*ABOUT THIS TASK*:
Filter these entries, keeping only lines that hold the word "where".

*THE RECORDS*:
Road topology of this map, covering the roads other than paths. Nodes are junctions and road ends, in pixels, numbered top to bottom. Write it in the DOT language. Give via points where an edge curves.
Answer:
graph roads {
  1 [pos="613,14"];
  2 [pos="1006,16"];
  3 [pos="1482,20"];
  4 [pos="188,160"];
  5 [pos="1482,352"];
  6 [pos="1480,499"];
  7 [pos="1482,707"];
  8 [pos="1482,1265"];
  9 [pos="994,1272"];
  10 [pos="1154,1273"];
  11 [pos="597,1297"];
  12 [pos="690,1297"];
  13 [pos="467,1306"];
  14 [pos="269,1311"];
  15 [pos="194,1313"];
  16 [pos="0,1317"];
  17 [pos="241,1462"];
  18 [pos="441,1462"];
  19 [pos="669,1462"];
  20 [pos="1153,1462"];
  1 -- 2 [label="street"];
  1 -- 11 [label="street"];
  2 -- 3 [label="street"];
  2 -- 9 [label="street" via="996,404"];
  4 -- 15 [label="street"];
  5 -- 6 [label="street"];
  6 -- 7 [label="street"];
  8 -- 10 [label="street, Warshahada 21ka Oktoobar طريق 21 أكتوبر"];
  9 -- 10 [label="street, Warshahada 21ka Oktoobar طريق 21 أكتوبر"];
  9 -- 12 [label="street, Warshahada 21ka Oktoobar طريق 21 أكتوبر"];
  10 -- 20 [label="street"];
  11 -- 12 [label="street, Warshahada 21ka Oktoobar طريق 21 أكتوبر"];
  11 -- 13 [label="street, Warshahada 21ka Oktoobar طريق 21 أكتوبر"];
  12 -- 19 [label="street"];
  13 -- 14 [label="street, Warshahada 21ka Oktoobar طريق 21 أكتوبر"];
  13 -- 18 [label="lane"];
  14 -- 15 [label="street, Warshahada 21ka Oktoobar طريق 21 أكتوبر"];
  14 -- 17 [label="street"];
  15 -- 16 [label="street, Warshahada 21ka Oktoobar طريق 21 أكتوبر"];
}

==

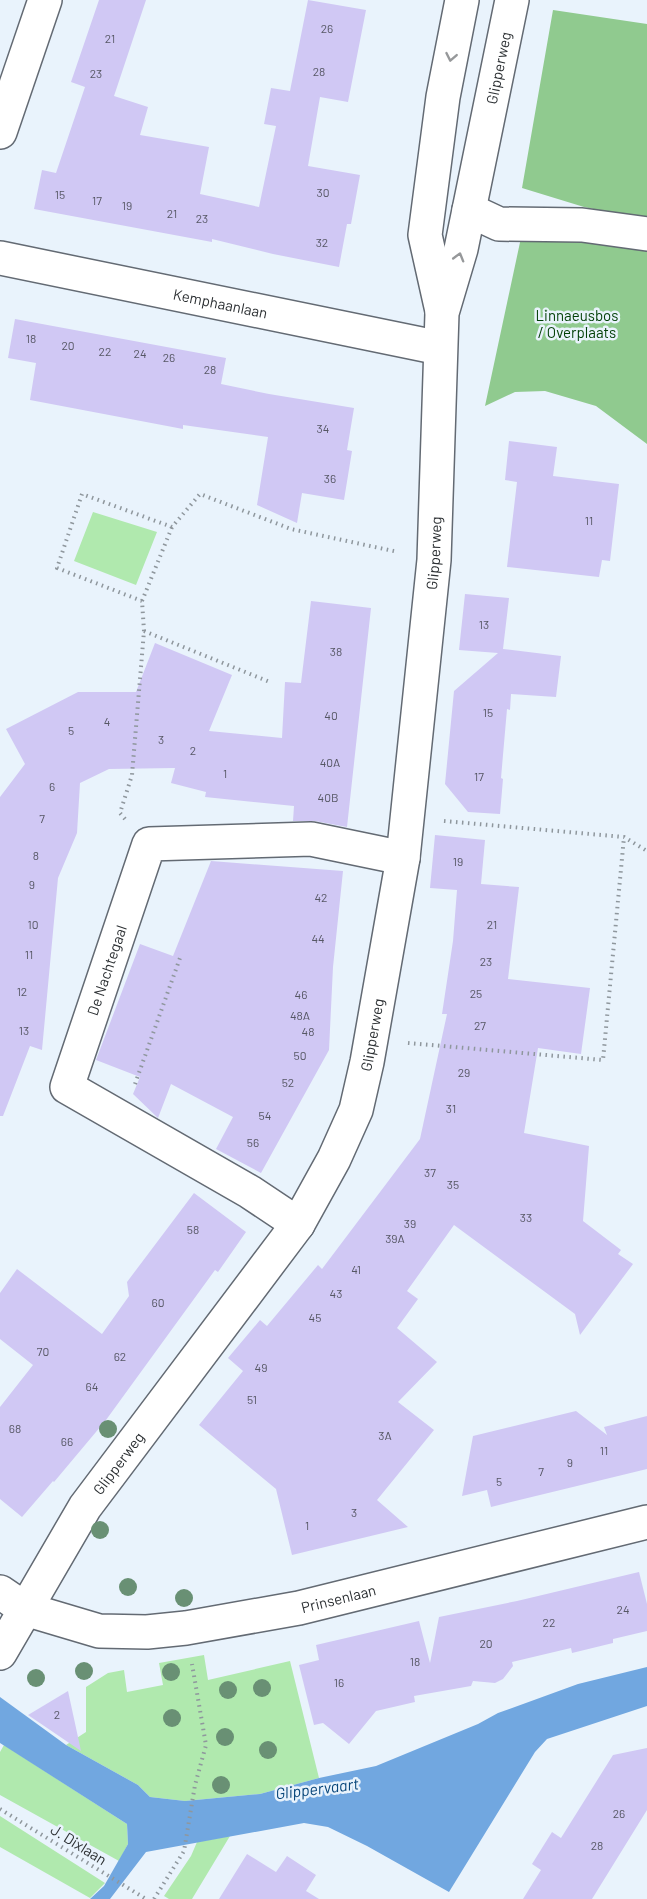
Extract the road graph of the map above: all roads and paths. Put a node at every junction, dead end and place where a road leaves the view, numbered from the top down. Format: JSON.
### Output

--

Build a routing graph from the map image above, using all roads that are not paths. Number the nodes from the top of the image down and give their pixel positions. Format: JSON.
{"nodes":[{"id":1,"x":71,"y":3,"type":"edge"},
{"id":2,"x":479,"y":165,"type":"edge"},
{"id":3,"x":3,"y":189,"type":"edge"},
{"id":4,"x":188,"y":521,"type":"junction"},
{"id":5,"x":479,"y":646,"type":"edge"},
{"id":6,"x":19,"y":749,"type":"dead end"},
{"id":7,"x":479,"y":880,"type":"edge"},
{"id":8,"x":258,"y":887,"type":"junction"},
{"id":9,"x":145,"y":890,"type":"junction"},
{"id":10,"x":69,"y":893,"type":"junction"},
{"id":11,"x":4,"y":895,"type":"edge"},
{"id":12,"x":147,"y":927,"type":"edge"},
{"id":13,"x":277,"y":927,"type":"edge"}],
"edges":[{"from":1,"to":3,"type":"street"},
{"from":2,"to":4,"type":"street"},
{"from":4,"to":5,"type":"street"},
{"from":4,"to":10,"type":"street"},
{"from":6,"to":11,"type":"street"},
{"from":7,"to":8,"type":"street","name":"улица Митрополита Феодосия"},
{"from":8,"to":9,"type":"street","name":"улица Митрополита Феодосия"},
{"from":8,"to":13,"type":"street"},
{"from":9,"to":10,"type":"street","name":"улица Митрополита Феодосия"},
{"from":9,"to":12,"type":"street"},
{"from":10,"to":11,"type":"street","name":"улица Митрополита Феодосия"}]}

*WRITTEN RESPONSE*:
Road topology of this map, covering the roads other than paths. Nodes are junctions and road ends, in pixels, numbered top to bottom. Write it in the DOT language. Give via points where an edge curves.
Extract the road graph of the map above: all roads and paths. Put a node at every junction, dead end and place where a road leaves the view, numbered from the top down. Format: JSON.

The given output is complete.